The current standard of clinical practice for patient monitoring in most developed nations is connection of patients to vital-sign monitors, combined with frequent manual observation. In some nations, such as the UK, manual early warning score (EWS) systems have been mandated for use, in which scores are assigned to the manual observations, and care escalated if the scores exceed some pre-defined threshold. We argue that this manual system is far from ideal, and can be improved using machine learning techniques. We propose a system based on Gaussian process regression for improving the efficacy of existing EWS systems, and then demonstrate the method using manual observation of vital signs from a large-scale clinical study.

Heart beat detection in multimodal physiological data using a hidden semi-Markov model and signal quality indices.

Accurate heart beat detection in signals acquired from intensive care unit (ICU) patients is necessary for establishing both normality and detecting abnormal events. Detection is normally performed by analysing the electrocardiogram (ECG) signal, and alarms are triggered when parameters derived from this signal exceed preset or variable thresholds. However, due to noisy and missing data, these alarms are frequently deemed to be false positives, and therefore ignored by clinical staff. The fusion of features derived from other signals, such as the arterial blood pressure (ABP) or the photoplethysmogram (PPG), has the potential to reduce such false alarms. In order to leverage the highly correlated temporal nature of the physiological signals, a hidden semi-Markov model (HSMM) approach, which uses the intra- and inter-beat depolarization interval, was designed to detect heart beats in such data. Features based on the wavelet transform, signal gradient and signal quality indices were extracted from the ECG and ABP waveforms for use in the HSMM framework. The presented method achieved an overall score of 89.13% on the hidden/test data set provided by the Physionet/Computing in Cardiology Challenge 2014: Robust Detection of Heart Beats in Multimodal Data.

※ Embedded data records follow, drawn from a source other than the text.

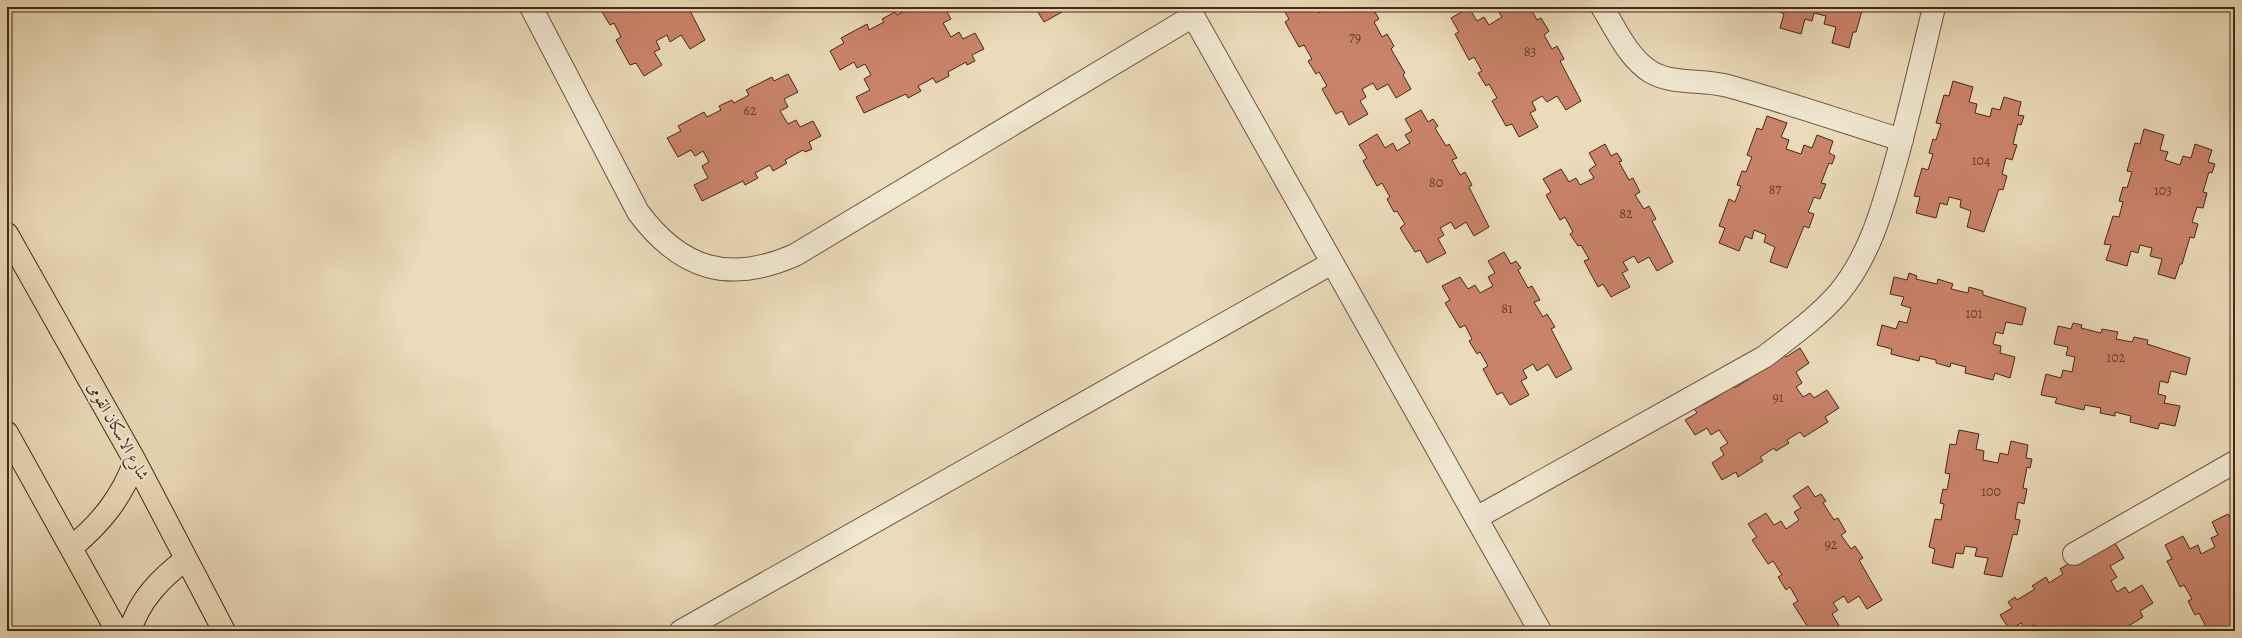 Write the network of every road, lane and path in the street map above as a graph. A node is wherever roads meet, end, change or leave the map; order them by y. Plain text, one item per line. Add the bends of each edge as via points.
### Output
1 (531, 7) edge
2 (1602, 7) edge
3 (1934, 7) edge
4 (1190, 11) edge
5 (1902, 140) junction
6 (7, 234) edge
7 (1332, 263) junction
8 (7, 433) edge
9 (135, 461) junction
10 (2235, 462) edge
11 (1476, 518) junction
12 (72, 547) junction
13 (2074, 554) dead end
14 (186, 559) junction
15 (117, 631) edge
16 (130, 631) edge
17 (224, 631) edge
18 (681, 631) edge
19 (1540, 631) edge

1 - 4 street via 638,212 653,233 673,250 696,262 720,269 746,270 771,266 795,255
2 - 5 street via 1630,52 1640,64 1652,72 1666,78 1728,86
3 - 5 street
4 - 7 street
5 - 11 street via 1881,215 1864,256 1839,293 1807,324 1764,357
6 - 9 main road, شارع الاسكان القومى
7 - 11 street
7 - 18 street
8 - 12 main road
9 - 12 main road via 127,481 104,518
9 - 14 main road, شارع الاسكان القومى
10 - 13 street
11 - 19 street
12 - 15 main road
14 - 16 main road via 154,588 141,605
14 - 17 main road, شارع الاسكان القومى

Gaussian process clustering for the functional characterisation of vital-sign trajectories

Recognition of complex trajectories in multivariate time-series data requires effective models and representations for the analysis and matching of functional data. In this work, we introduce a new representation that allows for matching of noisy, and unevenly-sampled trajectories, and we explore whether this representation may be used to characterise the state of health of a patient based on vital-sign data. We model the evolution of each vital-sign trajectory using multivariate Gaussian process regression, and we introduce a similarity measurement for the comparison of latent functions based on the local likelihood of the points in each trajectory. The similarity measurement is then used for recognising known trajectories and identifying unknown trajectories as would be required for identifying “abnormal” vital-sign time-series. We test our approach using a dataset that contains vital-sign observational data collected from a cohort of 154 patients who are recovering from gastrointestinal surgery. We show that our approach is able to discriminate between abnormal patient trajectories corresponding to those who deteriorated physiologically and were admitted to a higher level of care, from those belonging to patients who had no clinically relevant events.

Probabilistic estimation of respiratory rate using Gaussian processes

The presence of respiratory information within the electrocardiogram (ECG) signal is a well-documented phenomenon. We present a Gaussian process framework for the estimation of respiratory rate from the different sources of modulation in a single-lead ECG. We propose a periodic covariance function to model the frequency- and amplitude-modulation time series derived from the ECG, where the hyperparameters of the process are used to derive the respiratory rate. The approach is evaluated using data taken from 40 healthy subjects each with 2 hours of monitoring, containing ECG and respiration waveforms. Results indicate that the accuracy of our proposed method is comparable with that of existing methods, but with the advantages of a principled probabilistic approach, including the direct quantification of the uncertainty in the estimation.